Carles Puigdemont a passé une nuit en cellule

Carles Puigdemont a passé une nuit en cellule

Suite au nouveau mandat d’arrêt européen (MAE) émis à son encontre lundi par la justice espagnole, Carles Puigdemont s’est présenté spontanément jeudi matin au parquet de Bruxelles pour être auditionné. Il était accompagné de son avocat Paul Bekaert, qui le conseille depuis le début de son exil en Belgique fin 2017.

« Carles Puigdemont s’est présenté à sa propre initiative », précise son entourage. « Il en est ressorti libre vendredi matin et est rentré chez lui à Waterloo ». Mais il a quand même été privé de liberté durant quelques heures et a passé la nuit de jeudi à vendredi dans une cellule. Ce qui n’avait pas été dit dans un premier temps.

Lors de son audition, M. Puigdemont a invoqué son immunité parlementaire liée à son élection comme député européen (bien qu’il ne siège pas au PE) et a refusé son extradition vers l’Espagne. Le porte-parole du parquet a précisé, vendredi après-midi au cours d’une conférence de presse, que le juge en charge du dossier avait effectué les vérifications nécessaires autour de cette immunité  ; pour finalement arriver à la conclusion que M. Puigdemont n’en bénéficiait pas.

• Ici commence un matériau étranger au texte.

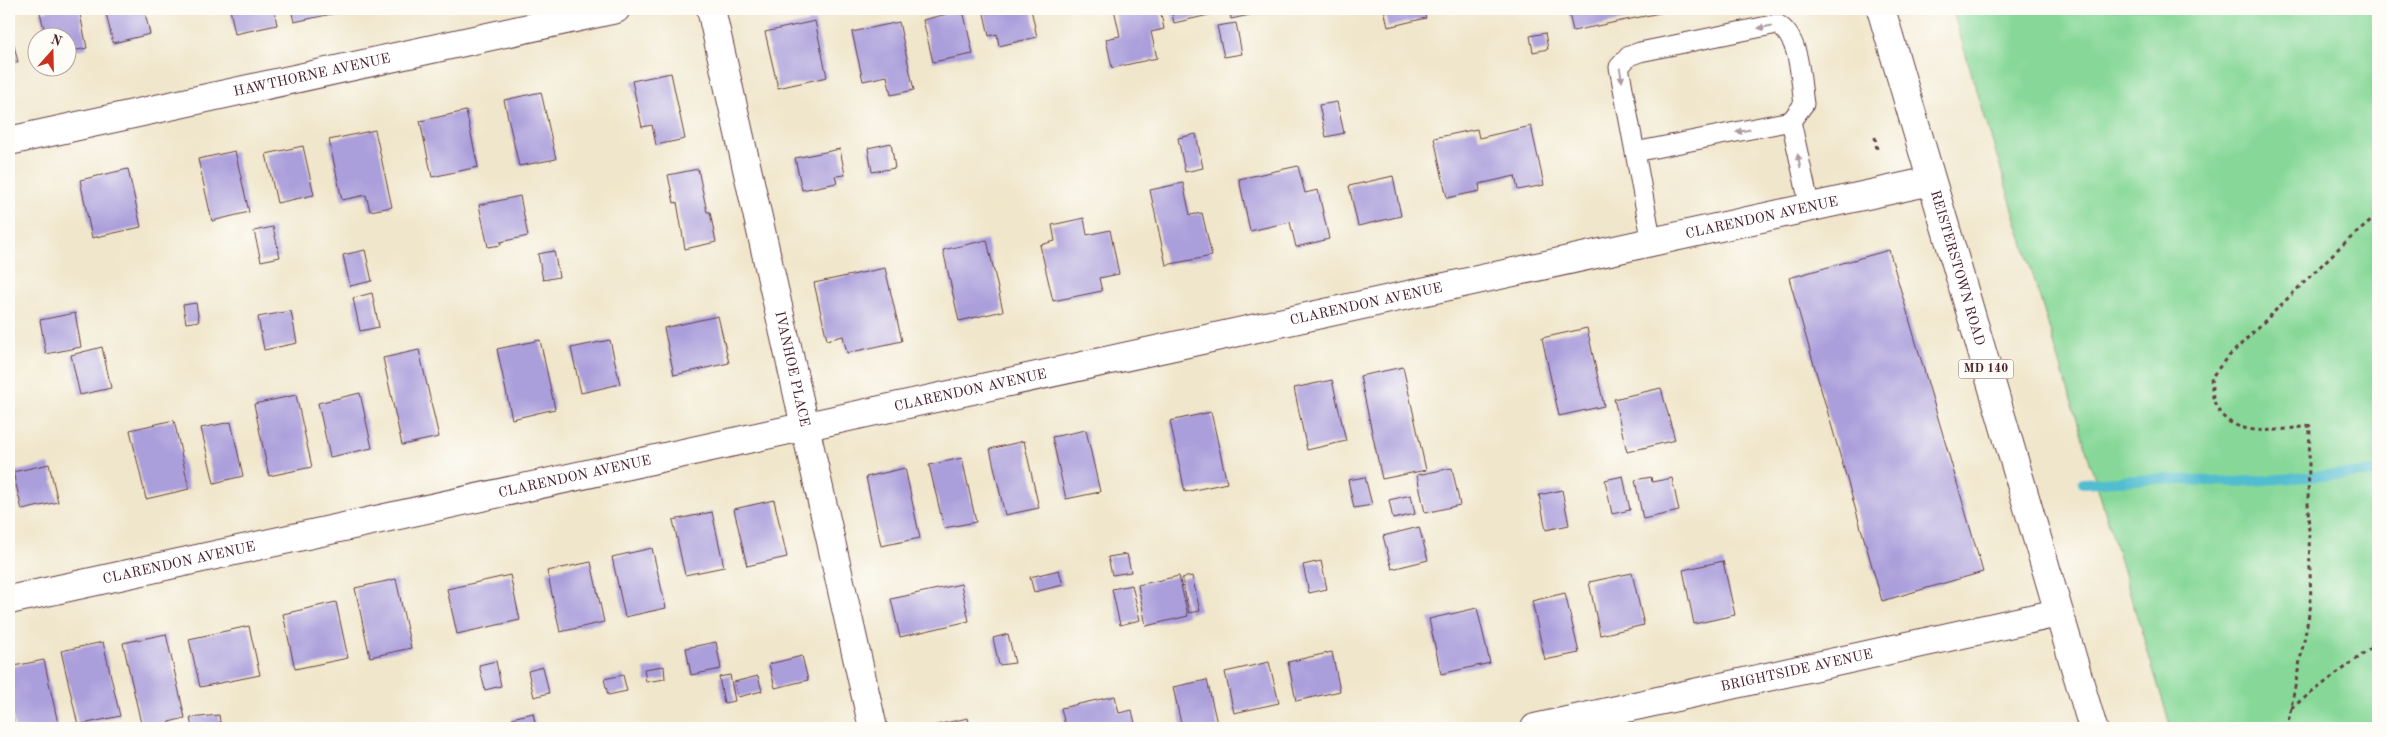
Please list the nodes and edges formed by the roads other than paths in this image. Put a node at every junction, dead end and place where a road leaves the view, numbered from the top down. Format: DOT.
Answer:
graph roads {
  1 [pos="616,9"];
  2 [pos="711,9"];
  3 [pos="1882,9"];
  4 [pos="1791,121"];
  5 [pos="9,142"];
  6 [pos="1635,152"];
  7 [pos="1931,181"];
  8 [pos="1810,208"];
  9 [pos="1652,243"];
  10 [pos="806,426"];
  11 [pos="9,600"];
  12 [pos="2058,612"];
  13 [pos="873,728"];
  14 [pos="1535,728"];
  15 [pos="2094,728"];
  1 -- 5 [label="street, HAWTHORNE AVENUE"];
  2 -- 10 [label="street, IVANHOE PLACE"];
  3 -- 7 [label="street, REISTERSTOWN ROAD / MD 140"];
  4 -- 6 [label="lane, one-way"];
  4 -- 6 [label="lane, one-way"];
  8 -- 4 [label="lane, one-way"];
  6 -- 9 [label="lane"];
  7 -- 8 [label="street, CLARENDON AVENUE"];
  7 -- 12 [label="street, REISTERSTOWN ROAD / MD 140"];
  8 -- 9 [label="street, CLARENDON AVENUE"];
  9 -- 10 [label="street, CLARENDON AVENUE"];
  10 -- 11 [label="street, CLARENDON AVENUE"];
  10 -- 13 [label="street, IVANHOE PLACE"];
  12 -- 14 [label="street, BRIGHTSIDE AVENUE"];
  12 -- 15 [label="street, REISTERSTOWN ROAD / MD 140"];
}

Elu aux dernières élections européennes de mai dernier, l’ancien ministre-président catalan n’est pas député européen car son élection n’a pas été avalisée par le gouvernement espagnol. Pour ce faire, il aurait dû retourner en Espagne… où il aurait été aussitôt arrêté.

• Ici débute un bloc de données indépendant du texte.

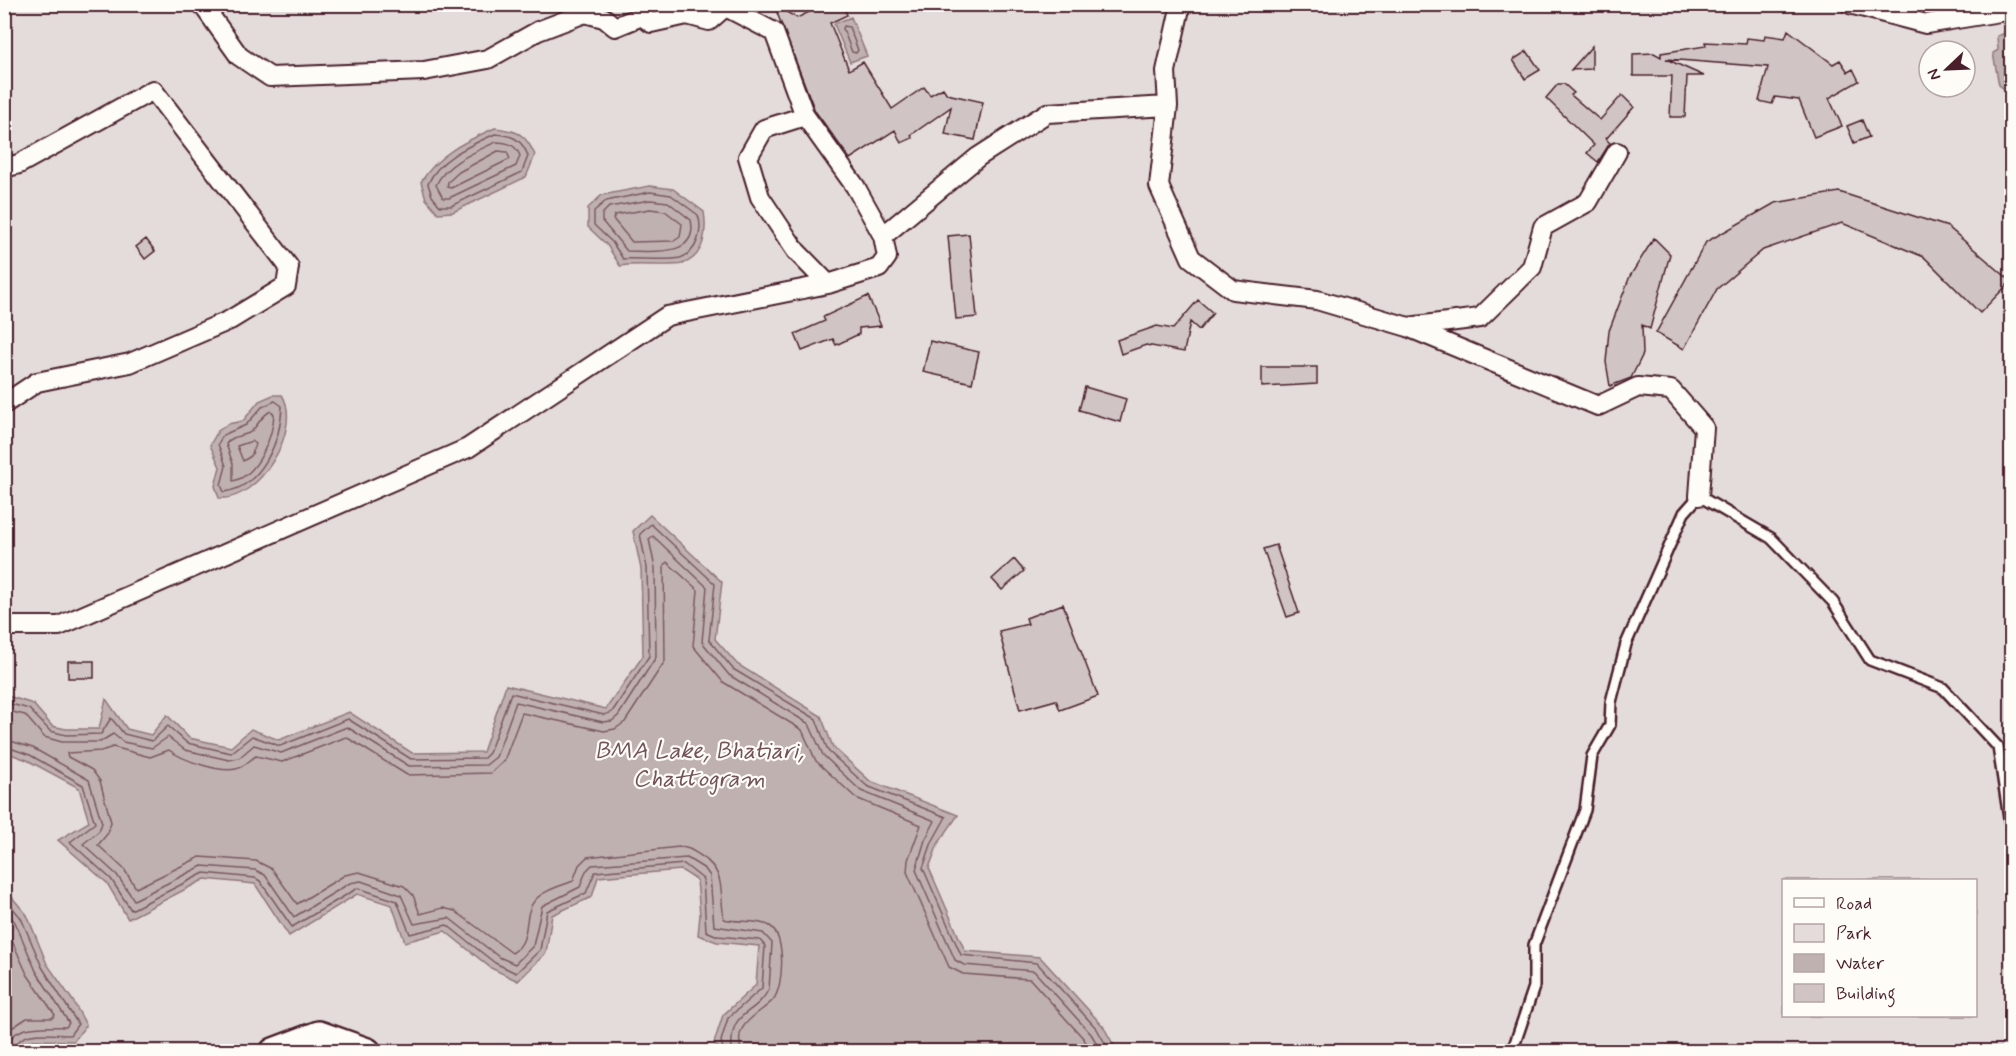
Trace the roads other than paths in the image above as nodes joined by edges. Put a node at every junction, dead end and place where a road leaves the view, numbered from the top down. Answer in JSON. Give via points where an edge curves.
{"nodes":[{"id":1,"x":202,"y":4,"type":"edge"},
{"id":2,"x":1181,"y":4,"type":"edge"},
{"id":3,"x":1850,"y":4,"type":"edge"},
{"id":4,"x":722,"y":7,"type":"edge"},
{"id":5,"x":643,"y":10,"type":"edge"},
{"id":6,"x":2012,"y":10,"type":"edge"},
{"id":7,"x":1168,"y":106,"type":"junction"},
{"id":8,"x":805,"y":116,"type":"junction"},
{"id":9,"x":1617,"y":152,"type":"dead end"},
{"id":10,"x":4,"y":168,"type":"edge"},
{"id":11,"x":883,"y":236,"type":"junction"},
{"id":12,"x":828,"y":284,"type":"junction"},
{"id":13,"x":1408,"y":327,"type":"junction"},
{"id":14,"x":4,"y":404,"type":"edge"},
{"id":15,"x":1699,"y":496,"type":"junction"},
{"id":16,"x":4,"y":626,"type":"edge"},
{"id":17,"x":2012,"y":838,"type":"edge"},
{"id":18,"x":274,"y":1052,"type":"edge"},
{"id":19,"x":366,"y":1052,"type":"edge"},
{"id":20,"x":1512,"y":1052,"type":"edge"}],
"edges":[{"from":1,"to":5,"type":"street","via":[[239,56],[270,77],[424,71],[488,59],[538,31],[585,13],[604,18],[615,27]]},
{"from":2,"to":7,"type":"street","via":[[1166,71]]},
{"from":3,"to":6,"type":"street","via":[[1926,24]]},
{"from":4,"to":5,"type":"street","via":[[709,21],[687,15],[651,22]]},
{"from":4,"to":8,"type":"street","via":[[774,32]]},
{"from":7,"to":11,"type":"street","via":[[1047,113],[978,158]]},
{"from":7,"to":13,"type":"street","via":[[1159,186],[1191,258],[1233,290],[1317,300]]},
{"from":8,"to":11,"type":"street","via":[[855,186]]},
{"from":8,"to":12,"type":"street","via":[[764,129],[748,157],[760,197],[796,251]]},
{"from":9,"to":13,"type":"street","via":[[1588,202],[1543,227],[1532,267],[1480,318]]},
{"from":10,"to":14,"type":"street","via":[[19,164],[153,90],[290,267],[286,285],[230,320],[130,363],[37,382]]},
{"from":11,"to":12,"type":"street","via":[[887,257],[879,268]]},
{"from":12,"to":16,"type":"street","via":[[667,316],[468,448],[59,626]]},
{"from":13,"to":15,"type":"street","via":[[1598,406],[1638,387],[1671,390],[1704,428]]},
{"from":15,"to":17,"type":"lane","via":[[1772,538],[1833,602],[1870,660],[1943,688],[1998,747]]},
{"from":15,"to":20,"type":"lane","via":[[1684,513],[1626,644],[1611,702],[1610,725],[1592,756],[1585,810],[1534,945],[1534,987]]},
{"from":18,"to":19,"type":"main road","via":[[319,1035]]}]}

D’après le porte-parole du parquet Denis Goeman, le juge (d’une chambre néerlandophone) a finalement décidé de laisser M. Puigdemont en liberté vendredi matin à l’instar de ce qui avait été décidé dans le cadre des deux mandats d’arrêt européens précédents (2017 et 2018). Il a toutefois été libéré sous conditions. M. Puigdemont doit rester à la disposition de la justice belge « à tout moment », le temps que celle-ci analyse le nouveau mandat d’arrêt européen. Il ne peut donc en principe pas quitter le pays, sauf s’il en fait la demande au juge et que celui-ci la lui accorde.

Ce troisième MAE émis par la justice espagnole est d’abord arrivé en Belgique en version espagnole mardi. Les traductions en langues nationales sont arrivées jeudi, plus tôt que prévu puisqu’on parlait dans un premier temps de la semaine prochaine.

Le parquet a précisé que le juge désigné allait maintenant analyser le mandat d’arrêt sur le fond, puis transmettre le dossier à la chambre du conseil. C’est à elle que revient de statuer ou non sur l’exécution de ce mandat d’arrêt européen. L’audience est prévue le 29 octobre à 9 heures du matin. D’après son avocat, les chefs d’inculpation contenus dans ce troisième MAE rédigé par le juge Pablo Llarena du Tribunal suprême sont « détournements de fonds publics » et « sédition ». Dans le cadre d’un mandat d’arrêt européen, les motifs des poursuites doivent être compatibles entre les deux pays concernés. Ce qui n’était pas le cas du premier mandat émis en novembre 2017.

Lundi, la Cour suprême espagnole a condamné neuf dirigeants indépendantistes catalans à des peines comprises entre 9 et 13 ans de prison pour « sédition » et, pour certains, « malversation » et « détournements de fonds publics ». Dans le même temps, elle a émis un nouveau mandat d’arrêt européen et international contre l’ancien président catalan pour l’éphémère tentative de sécession d’octobre 2017.